§ **Data**:
>>
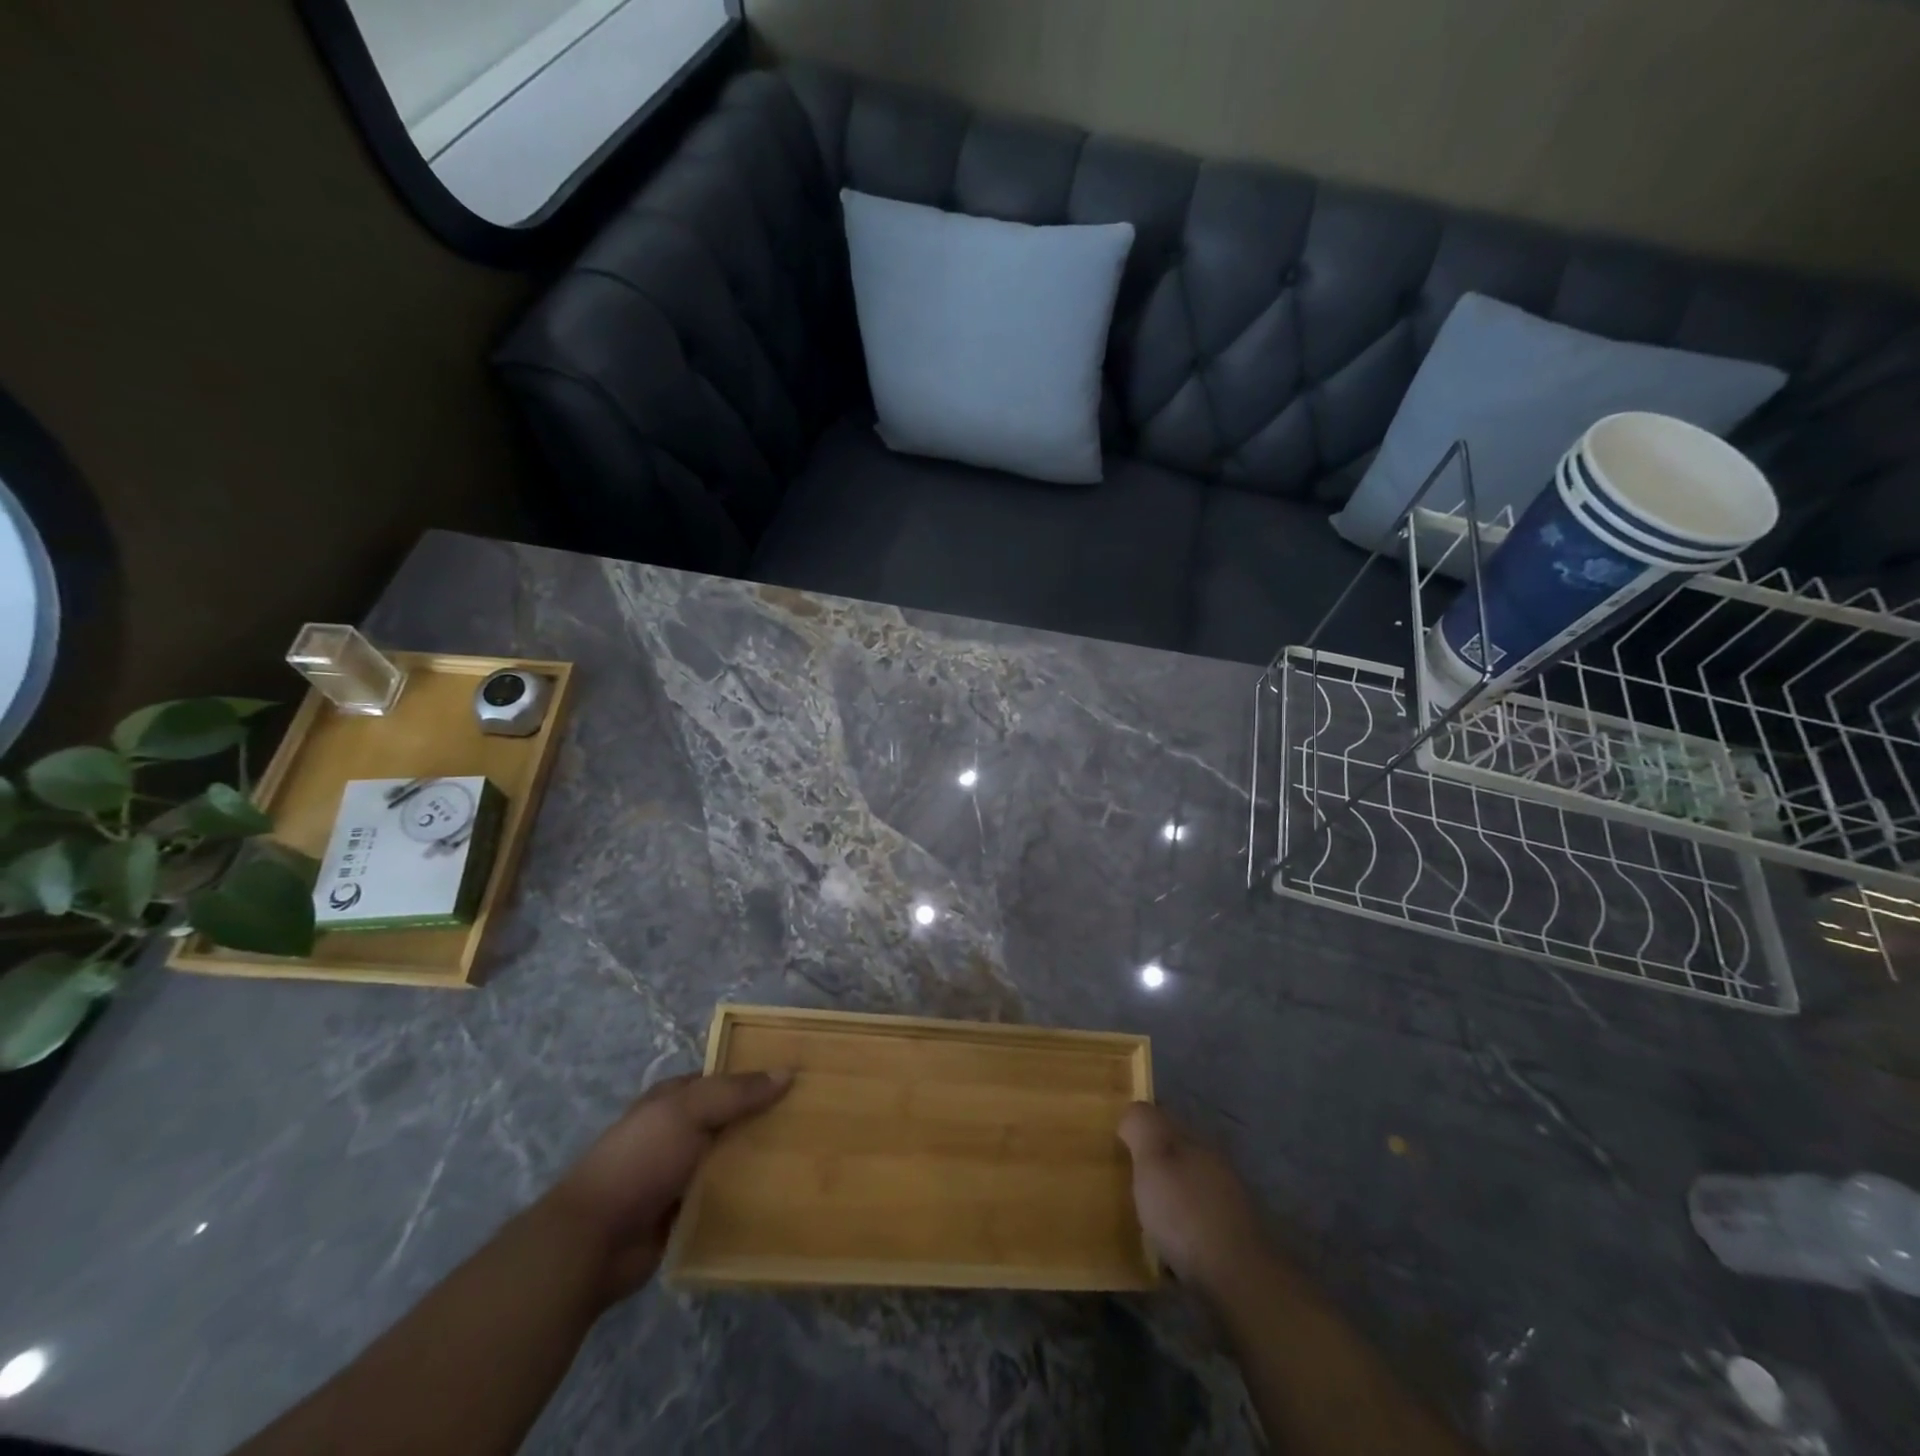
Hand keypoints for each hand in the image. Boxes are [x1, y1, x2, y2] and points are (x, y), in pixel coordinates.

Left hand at [543, 1069, 791, 1299]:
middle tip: (815, 1118)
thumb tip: (788, 1071)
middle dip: (765, 1118)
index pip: (724, 1078)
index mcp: (674, 1098)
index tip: (799, 1079)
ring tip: (810, 1156)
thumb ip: (737, 1092)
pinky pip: (726, 1197)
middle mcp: (679, 1131)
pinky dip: (748, 1196)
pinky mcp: (686, 1213)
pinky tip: (783, 1194)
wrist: (593, 1241)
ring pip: (732, 1158)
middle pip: (732, 1118)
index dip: (758, 1075)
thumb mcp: (689, 1112)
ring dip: (761, 1159)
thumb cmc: (639, 1160)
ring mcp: (681, 1174)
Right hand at [1119, 1103, 1266, 1294]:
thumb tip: (1133, 1112)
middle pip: (1177, 1156)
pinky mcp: (1232, 1243)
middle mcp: (1215, 1167)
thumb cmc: (1186, 1213)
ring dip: (1167, 1201)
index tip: (1116, 1141)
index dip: (1140, 1127)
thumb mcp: (1153, 1159)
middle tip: (1122, 1181)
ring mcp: (1228, 1206)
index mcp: (1196, 1141)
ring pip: (1188, 1192)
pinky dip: (1179, 1233)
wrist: (1239, 1282)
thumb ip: (1141, 1126)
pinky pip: (1196, 1227)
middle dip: (1153, 1165)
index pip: (1164, 1120)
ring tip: (1139, 1220)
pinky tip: (1164, 1252)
<<
The answer should consist of every line from the listing above that includes the word "thumb".

thumb tip: (788, 1071)
thumb ip: (737, 1092)
thumb mcp: (689, 1112)
thumb cmc: (639, 1160)
thumb tip: (1133, 1112)
thumb cmc: (1186, 1213)
thumb mcp: (1153, 1159)
thumb ip: (1141, 1126)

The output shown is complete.